Coping with Midlife Crisis
When a 57 year old well-established doctor suddenly decided to quit his stable government job of 25 years, 8 years ahead of his retirement age, change his career path, move to a new town, buy a swanky car, many were taken by surprise.
When a lady of 52 years, decided to leave her career of 15 years as a school-teacher, to dive into her passion of Hindustani classical music, her friends and family were taken aback.
When a 40 year-old successful industrialist running a health care industry suddenly deciding to leave his corporate life and take to spirituality and social service, his colleagues were stunned.
Many men and women, usually between 35 and 65 years, often show a change of mood, or surprising behaviour, that smack of mid-life crisis. It was described first by Elliot Jacques in 1965, and since then been recognised the world over.
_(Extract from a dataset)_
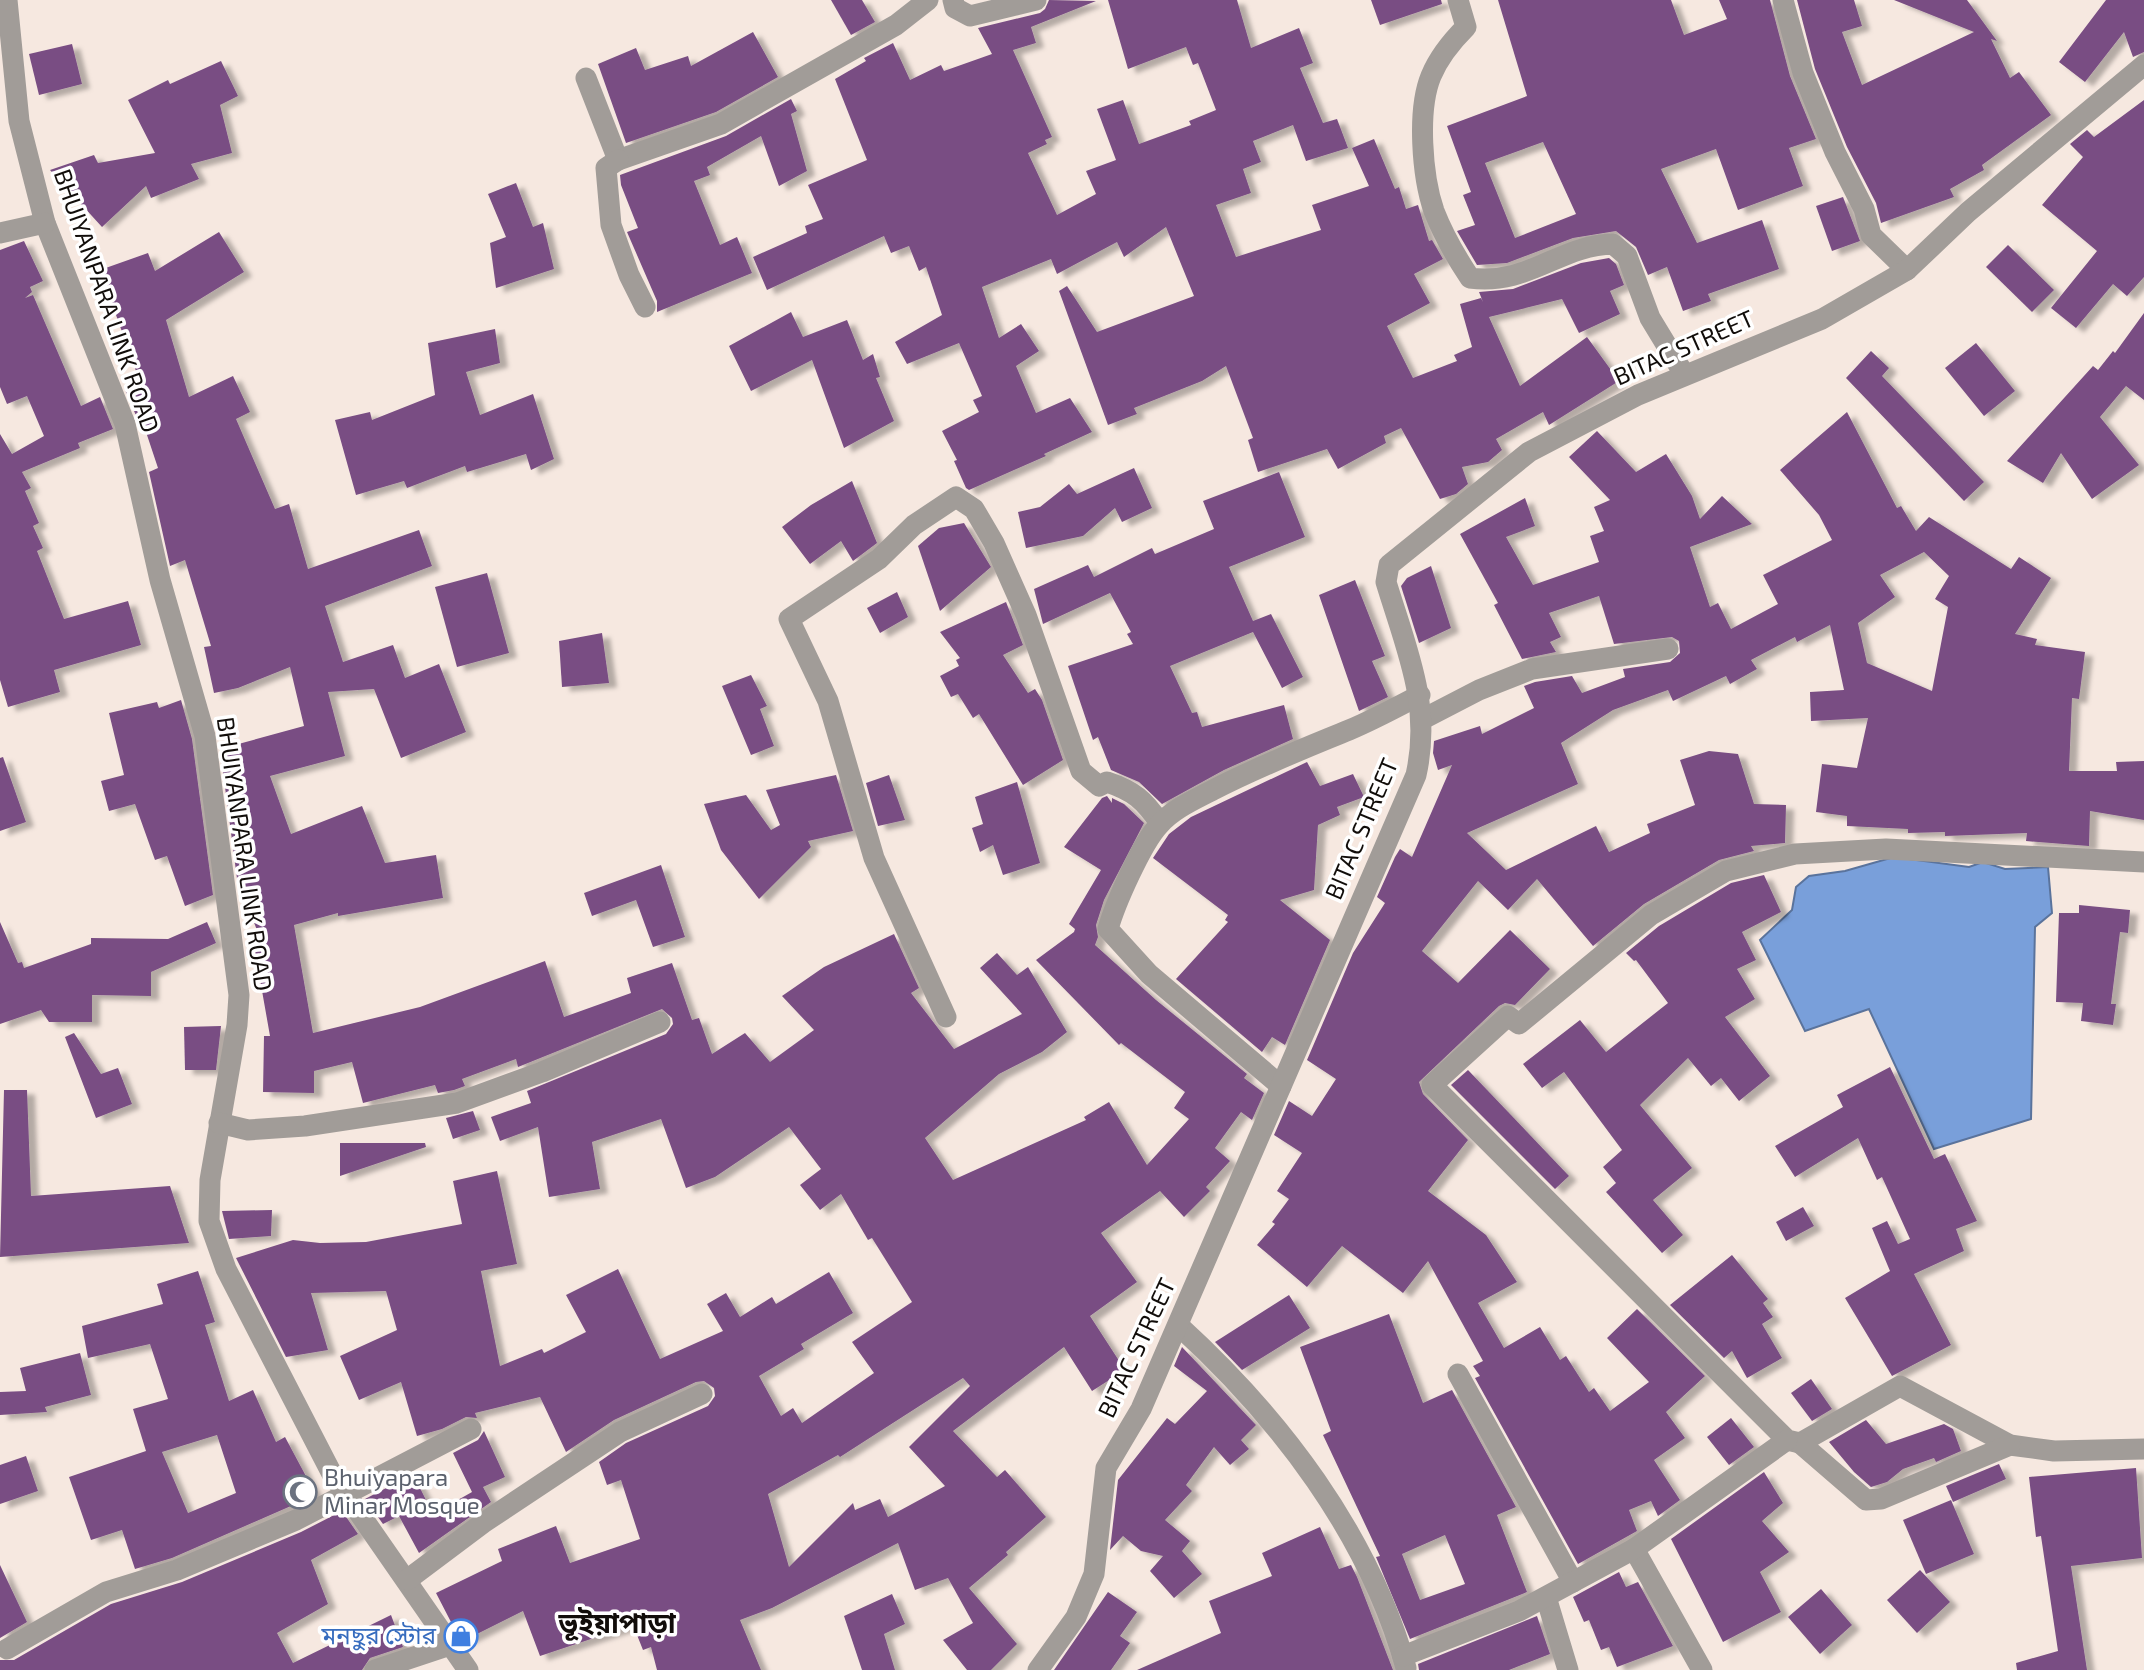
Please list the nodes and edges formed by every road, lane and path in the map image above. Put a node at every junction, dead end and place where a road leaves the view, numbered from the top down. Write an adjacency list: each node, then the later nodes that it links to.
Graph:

The common symptoms and signs include:
- 1. Change of job, often giving up one that had been going smoothly for years, and taking up a more challenging one.
- 2. Making new friends, often younger, and dropping old ones
- 3. Splashing on a new car, youthful dresses, a luxury trip
- 4. Mood changes such as snappiness, low feelings or unexpected joviality
- 5. Asking questions on meaning and purpose of life, looking back and assessing one’s achievements, wondering if life should have been lived differently
- 6. Picking up new hobbies. Several people take to photography, music, theatre, social work or art at this age.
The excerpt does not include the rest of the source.